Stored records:
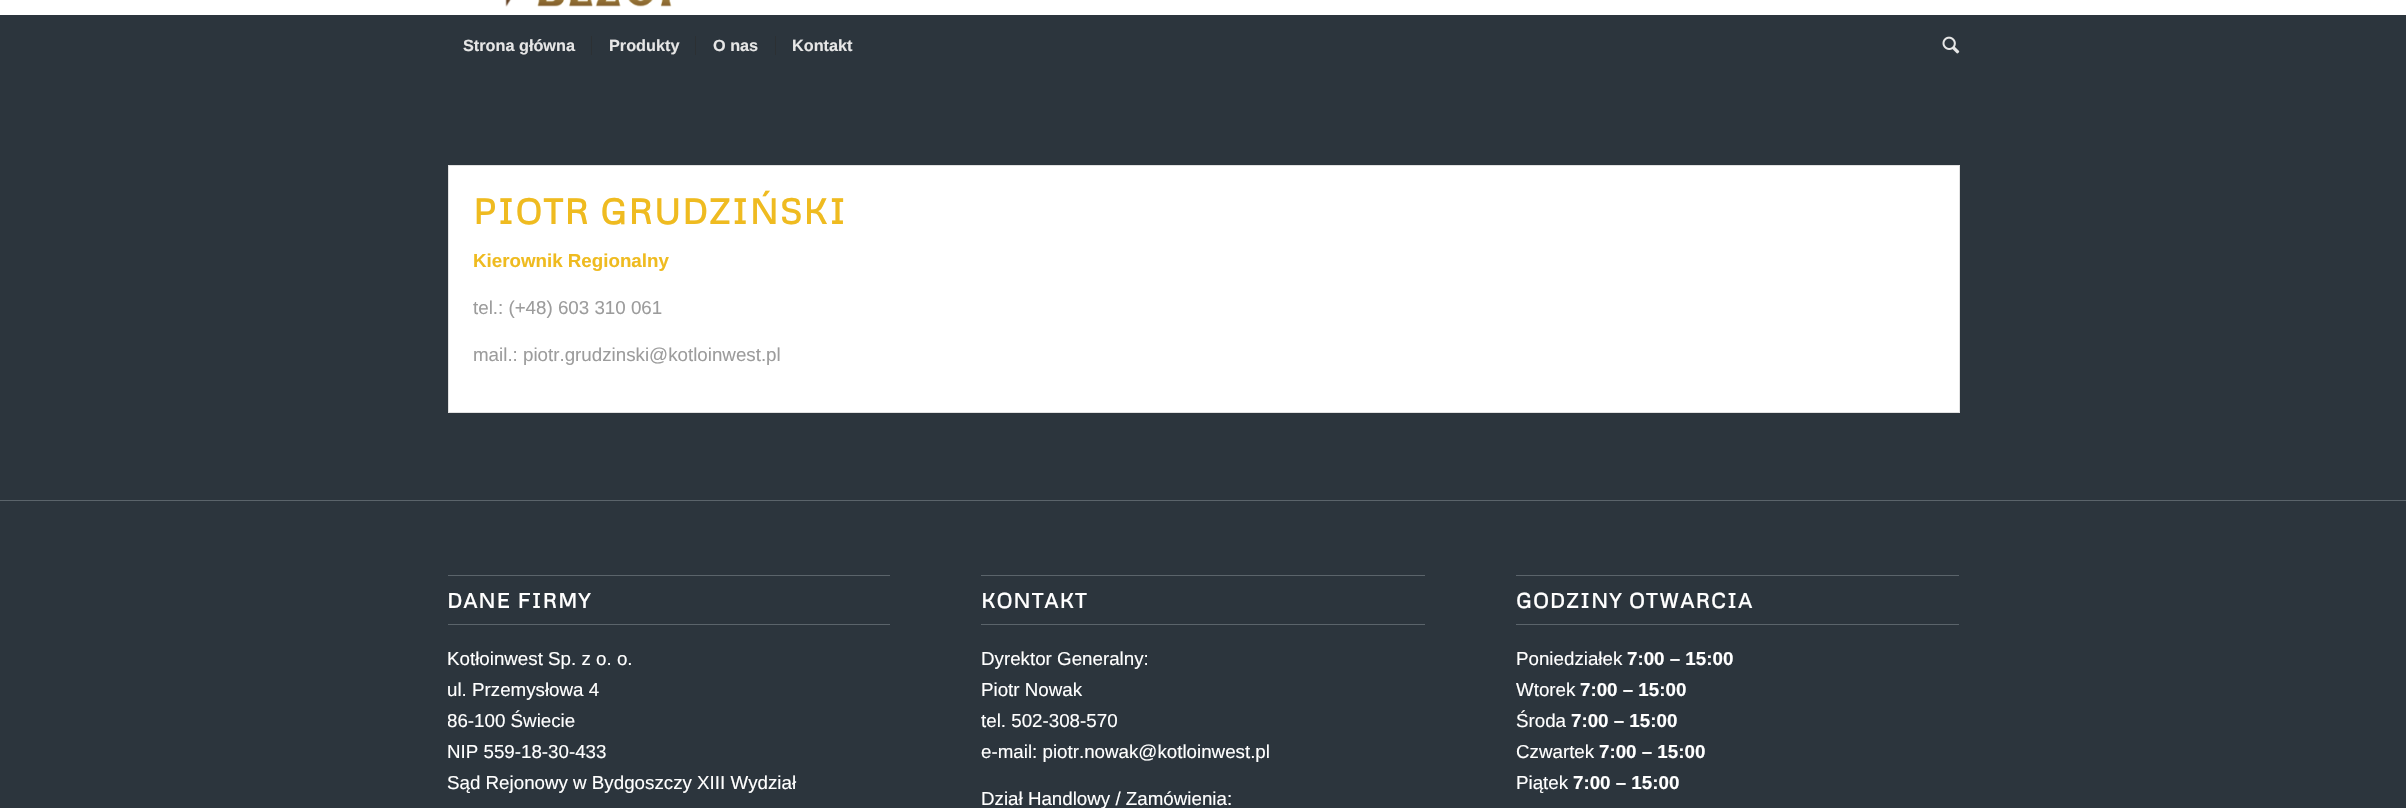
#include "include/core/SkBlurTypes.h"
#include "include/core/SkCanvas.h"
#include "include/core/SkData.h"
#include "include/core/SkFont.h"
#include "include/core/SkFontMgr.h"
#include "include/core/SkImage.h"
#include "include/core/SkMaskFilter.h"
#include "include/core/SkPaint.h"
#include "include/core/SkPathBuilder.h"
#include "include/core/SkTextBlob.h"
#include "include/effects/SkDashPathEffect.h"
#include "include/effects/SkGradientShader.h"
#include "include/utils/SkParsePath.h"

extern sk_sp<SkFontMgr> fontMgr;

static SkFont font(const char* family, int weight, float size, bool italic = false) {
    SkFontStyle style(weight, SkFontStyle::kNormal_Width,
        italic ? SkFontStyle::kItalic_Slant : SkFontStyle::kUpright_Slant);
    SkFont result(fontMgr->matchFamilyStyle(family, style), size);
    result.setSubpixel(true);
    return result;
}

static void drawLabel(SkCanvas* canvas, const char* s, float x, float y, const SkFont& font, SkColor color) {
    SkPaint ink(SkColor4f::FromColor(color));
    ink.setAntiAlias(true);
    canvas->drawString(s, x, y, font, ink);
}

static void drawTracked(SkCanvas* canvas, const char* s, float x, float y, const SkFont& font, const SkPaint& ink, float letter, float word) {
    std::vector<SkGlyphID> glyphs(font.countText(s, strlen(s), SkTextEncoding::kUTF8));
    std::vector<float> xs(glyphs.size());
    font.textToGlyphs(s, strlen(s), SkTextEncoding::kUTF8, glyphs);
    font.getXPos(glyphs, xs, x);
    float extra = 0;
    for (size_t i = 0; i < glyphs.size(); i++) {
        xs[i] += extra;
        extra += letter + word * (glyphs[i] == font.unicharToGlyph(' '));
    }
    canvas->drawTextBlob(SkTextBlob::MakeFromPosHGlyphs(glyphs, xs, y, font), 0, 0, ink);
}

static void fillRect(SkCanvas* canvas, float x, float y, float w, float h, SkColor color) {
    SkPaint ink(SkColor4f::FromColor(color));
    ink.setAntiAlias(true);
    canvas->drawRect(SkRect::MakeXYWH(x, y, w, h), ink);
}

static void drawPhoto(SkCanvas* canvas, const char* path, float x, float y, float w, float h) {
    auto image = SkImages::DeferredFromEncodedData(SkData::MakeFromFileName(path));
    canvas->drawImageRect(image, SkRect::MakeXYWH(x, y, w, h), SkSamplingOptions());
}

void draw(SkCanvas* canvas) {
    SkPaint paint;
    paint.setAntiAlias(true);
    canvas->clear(0xFF2C353D);
    fillRect(canvas, 0, 0, 2406, 15, 0xFFFFFFFF);
    drawPhoto(canvas, "assets/img1.png", 505, 0, 167, 7);
    SkFont font1 = font("Liberation Sans", 700, 16.25f);
    drawLabel(canvas, "Strona główna", 463, 51, font1, 0xFFE6E6E6);
    drawLabel(canvas, "Produkty", 609, 51, font1, 0xFFE6E6E6);
    fillRect(canvas, 591, 36, 1, 19, 0xFF2C3033);
    drawLabel(canvas, "O nas", 713, 51, font1, 0xFFE6E6E6);
    fillRect(canvas, 695, 36, 1, 19, 0xFF2C3033);
    drawLabel(canvas, "Kontakt", 792, 51, font1, 0xFFE6E6E6);
    fillRect(canvas, 775, 36, 1, 19, 0xFF2C3033);
    drawPhoto(canvas, "assets/img2.png", 1942, 36, 18, 18);
    paint.setColor(0xFFFFFFFF);
    canvas->drawRect(SkRect::MakeXYWH(448.5f, 165.5f, 1511, 247), paint);
    paint.setStroke(true);
    paint.setStrokeWidth(1);
    paint.setColor(0xFFE1E1E1);
    canvas->drawRect(SkRect::MakeXYWH(448.5f, 165.5f, 1511, 247), paint);
    SkFont font2 = font("Metrophobic", 700, 35);
    paint.setStroke(false);
    paint.setColor(0xFFEFBB20);
    drawTracked(canvas, "PIOTR GRUDZIŃSKI", 473, 224, font2, paint, 1.25f, 0);
    SkFont font3 = font("Liberation Sans", 700, 18.75f);
    drawLabel(canvas, "Kierownik Regionalny", 473, 267, font3, 0xFFEFBB20);
    SkFont font4 = font("Liberation Sans", 400, 18.75f);
    drawLabel(canvas, "tel.: (+48) 603 310 061", 473, 314, font4, 0xFF9C9C9C);
    drawLabel(canvas, "mail.: piotr.grudzinski@kotloinwest.pl", 473, 361, font4, 0xFF9C9C9C);
    fillRect(canvas, 0, 500, 2406, 1, 0xFF5B646B);
    fillRect(canvas, 448, 575, 442, 1, 0xFF5B646B);
    fillRect(canvas, 448, 624, 442, 1, 0xFF5B646B);
    SkFont font5 = font("Metrophobic", 700, 20.6f);
    paint.setColor(0xFFFFFFFF);
    drawTracked(canvas, "DANE FIRMY", 447, 608, font5, paint, 1.25f, 0);
    drawLabel(canvas, "Kotłoinwest Sp. z o. o.", 447, 665, font4, 0xFFFFFFFF);
    drawLabel(canvas, "ul. Przemysłowa 4", 447, 696, font4, 0xFFFFFFFF);
    canvas->save();
    canvas->clipRect(SkRect::MakeXYWH(448, 558, 442, 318));
    drawLabel(canvas, "86-100 Świecie", 447, 727, font4, 0xFFFFFFFF);
    canvas->restore();
    drawLabel(canvas, "NIP 559-18-30-433", 447, 758, font4, 0xFFFFFFFF);
    drawLabel(canvas, "Sąd Rejonowy w Bydgoszczy XIII Wydział", 447, 789, font4, 0xFFFFFFFF);
    fillRect(canvas, 981, 575, 444, 1, 0xFF5B646B);
    fillRect(canvas, 981, 624, 444, 1, 0xFF5B646B);
    drawTracked(canvas, "KONTAKT", 981, 608, font5, paint, 1.25f, 0);
    drawLabel(canvas, "Dyrektor Generalny:", 981, 665, font4, 0xFFFFFFFF);
    drawLabel(canvas, "Piotr Nowak", 981, 696, font4, 0xFFFFFFFF);
    drawLabel(canvas, "tel. 502-308-570", 981, 727, font4, 0xFFFFFFFF);
    drawLabel(canvas, "e-mail: piotr.nowak@kotloinwest.pl", 981, 758, font4, 0xFFFFFFFF);
    drawLabel(canvas, "Dział Handlowy / Zamówienia:", 981, 805, font4, 0xFFFFFFFF);
    fillRect(canvas, 1516, 575, 443, 1, 0xFF5B646B);
    fillRect(canvas, 1516, 624, 443, 1, 0xFF5B646B);
    drawTracked(canvas, "GODZINY OTWARCIA", 1516, 608, font5, paint, 1.25f, 0);
    drawLabel(canvas, "Poniedziałek", 1516, 665, font4, 0xFFFFFFFF);
    drawLabel(canvas, "7:00 – 15:00", 1627, 665, font3, 0xFFFFFFFF);
    drawLabel(canvas, "Wtorek", 1516, 696, font4, 0xFFFFFFFF);
    drawLabel(canvas, "7:00 – 15:00", 1580, 696, font3, 0xFFFFFFFF);
    drawLabel(canvas, "Środa", 1516, 727, font4, 0xFFFFFFFF);
    drawLabel(canvas, "7:00 – 15:00", 1571, 727, font3, 0xFFFFFFFF);
    drawLabel(canvas, "Czwartek", 1516, 758, font4, 0xFFFFFFFF);
    drawLabel(canvas, "7:00 – 15:00", 1599, 758, font3, 0xFFFFFFFF);
    drawLabel(canvas, "Piątek", 1516, 789, font4, 0xFFFFFFFF);
    drawLabel(canvas, "7:00 – 15:00", 1573, 789, font3, 0xFFFFFFFF);
}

Instructions for the task
The answer must consist of every line above that holds the string "weight", copied exactly.

Exercise solution
static SkFont font(const char* family, int weight, float size, bool italic = false) {
    SkFontStyle style(weight, SkFontStyle::kNormal_Width,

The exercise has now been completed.